[Aim of the exercise]: The answer must repeat every record exactly, with all pictures omitted.
Data extracts START
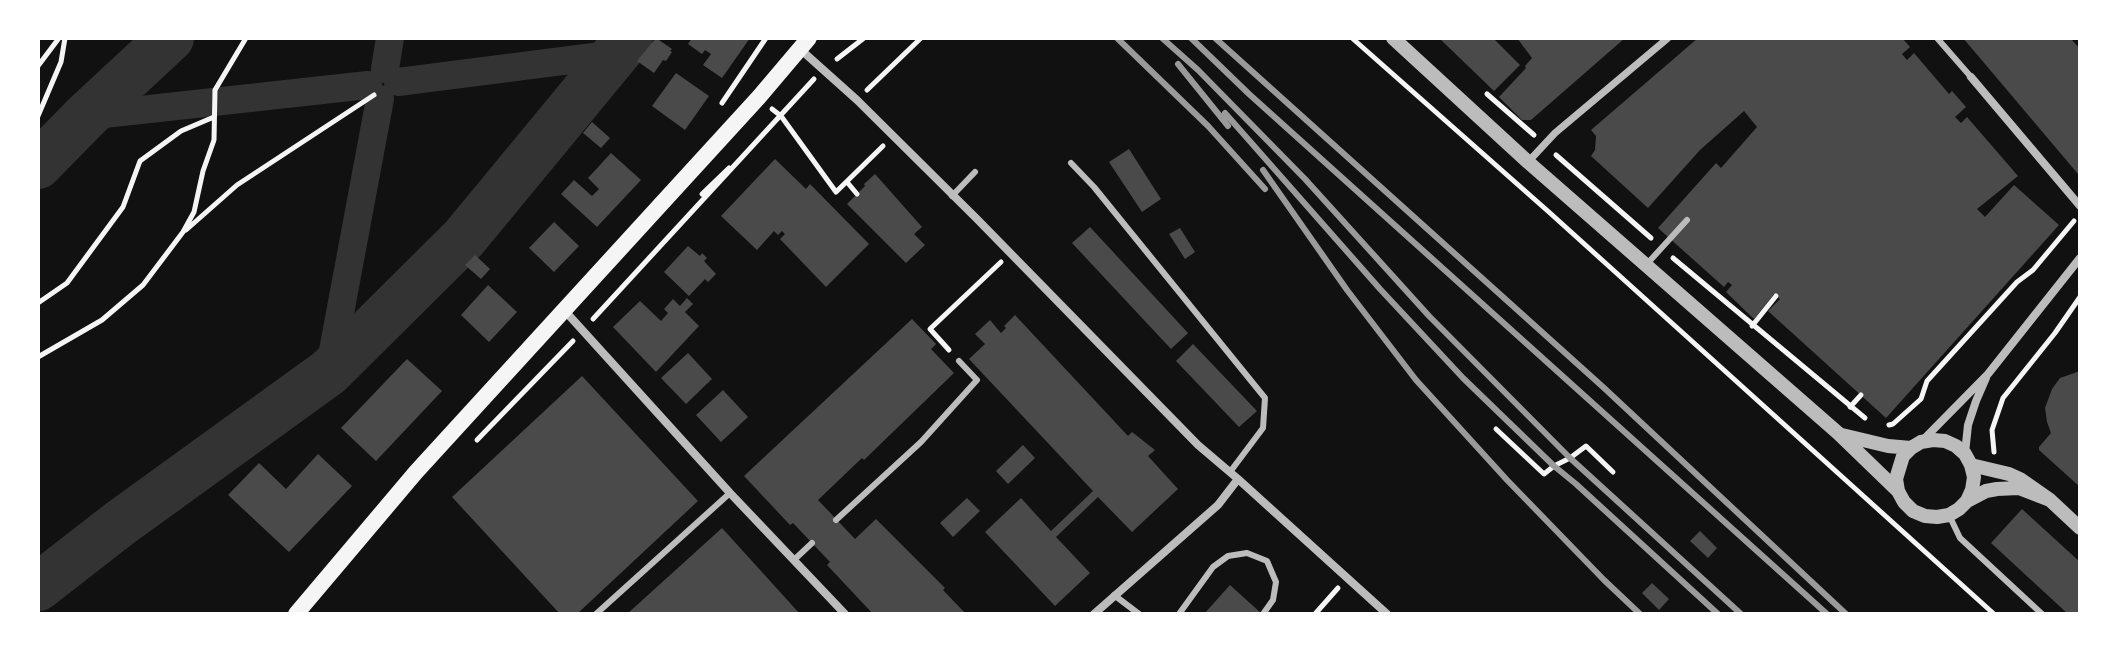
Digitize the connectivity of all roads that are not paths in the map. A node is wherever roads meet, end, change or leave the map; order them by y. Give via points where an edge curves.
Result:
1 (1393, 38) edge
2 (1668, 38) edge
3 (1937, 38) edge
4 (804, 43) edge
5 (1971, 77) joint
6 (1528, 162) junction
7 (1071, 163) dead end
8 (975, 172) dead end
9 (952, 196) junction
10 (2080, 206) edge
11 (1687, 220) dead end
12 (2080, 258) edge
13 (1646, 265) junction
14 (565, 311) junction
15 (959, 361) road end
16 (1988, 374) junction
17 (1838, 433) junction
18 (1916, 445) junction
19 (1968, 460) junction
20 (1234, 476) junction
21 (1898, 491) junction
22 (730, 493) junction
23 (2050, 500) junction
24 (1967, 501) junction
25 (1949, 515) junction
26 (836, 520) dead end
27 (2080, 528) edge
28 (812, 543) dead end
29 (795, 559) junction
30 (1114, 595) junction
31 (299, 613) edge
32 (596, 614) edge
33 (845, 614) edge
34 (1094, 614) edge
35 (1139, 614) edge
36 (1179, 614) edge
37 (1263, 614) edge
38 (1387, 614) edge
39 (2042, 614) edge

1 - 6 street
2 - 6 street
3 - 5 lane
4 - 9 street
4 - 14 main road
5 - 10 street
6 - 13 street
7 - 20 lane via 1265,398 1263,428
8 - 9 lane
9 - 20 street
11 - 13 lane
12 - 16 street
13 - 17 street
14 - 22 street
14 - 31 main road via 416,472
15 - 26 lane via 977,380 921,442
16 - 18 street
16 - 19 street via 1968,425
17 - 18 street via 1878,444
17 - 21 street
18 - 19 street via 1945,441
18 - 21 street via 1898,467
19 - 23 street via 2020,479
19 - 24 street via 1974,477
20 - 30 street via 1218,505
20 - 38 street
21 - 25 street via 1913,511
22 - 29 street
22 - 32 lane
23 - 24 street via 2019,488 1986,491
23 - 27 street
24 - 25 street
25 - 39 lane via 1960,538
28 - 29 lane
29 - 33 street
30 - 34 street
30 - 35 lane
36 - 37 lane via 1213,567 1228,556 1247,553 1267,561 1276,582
Data extracts END
[Solution for this problem]:
Digitize the connectivity of all roads that are not paths in the map. A node is wherever roads meet, end, change or leave the map; order them by y. Give via points where an edge curves.
Result:
1 (1393, 38) edge
2 (1668, 38) edge
3 (1937, 38) edge
4 (804, 43) edge
5 (1971, 77) joint
6 (1528, 162) junction
7 (1071, 163) dead end
8 (975, 172) dead end
9 (952, 196) junction
10 (2080, 206) edge
11 (1687, 220) dead end
12 (2080, 258) edge
13 (1646, 265) junction
14 (565, 311) junction
15 (959, 361) road end
16 (1988, 374) junction
17 (1838, 433) junction
18 (1916, 445) junction
19 (1968, 460) junction
20 (1234, 476) junction
21 (1898, 491) junction
22 (730, 493) junction
23 (2050, 500) junction
24 (1967, 501) junction
25 (1949, 515) junction
26 (836, 520) dead end
27 (2080, 528) edge
28 (812, 543) dead end
29 (795, 559) junction
30 (1114, 595) junction
31 (299, 613) edge
32 (596, 614) edge
33 (845, 614) edge
34 (1094, 614) edge
35 (1139, 614) edge
36 (1179, 614) edge
37 (1263, 614) edge
38 (1387, 614) edge
39 (2042, 614) edge

1 - 6 street
2 - 6 street
3 - 5 lane
4 - 9 street
4 - 14 main road
5 - 10 street
6 - 13 street
7 - 20 lane via 1265,398 1263,428
8 - 9 lane
9 - 20 street
11 - 13 lane
12 - 16 street
13 - 17 street
14 - 22 street
14 - 31 main road via 416,472
15 - 26 lane via 977,380 921,442
16 - 18 street
16 - 19 street via 1968,425
17 - 18 street via 1878,444
17 - 21 street
18 - 19 street via 1945,441
18 - 21 street via 1898,467
19 - 23 street via 2020,479
19 - 24 street via 1974,477
20 - 30 street via 1218,505
20 - 38 street
21 - 25 street via 1913,511
22 - 29 street
22 - 32 lane
23 - 24 street via 2019,488 1986,491
23 - 27 street
24 - 25 street
25 - 39 lane via 1960,538
28 - 29 lane
29 - 33 street
30 - 34 street
30 - 35 lane
36 - 37 lane via 1213,567 1228,556 1247,553 1267,561 1276,582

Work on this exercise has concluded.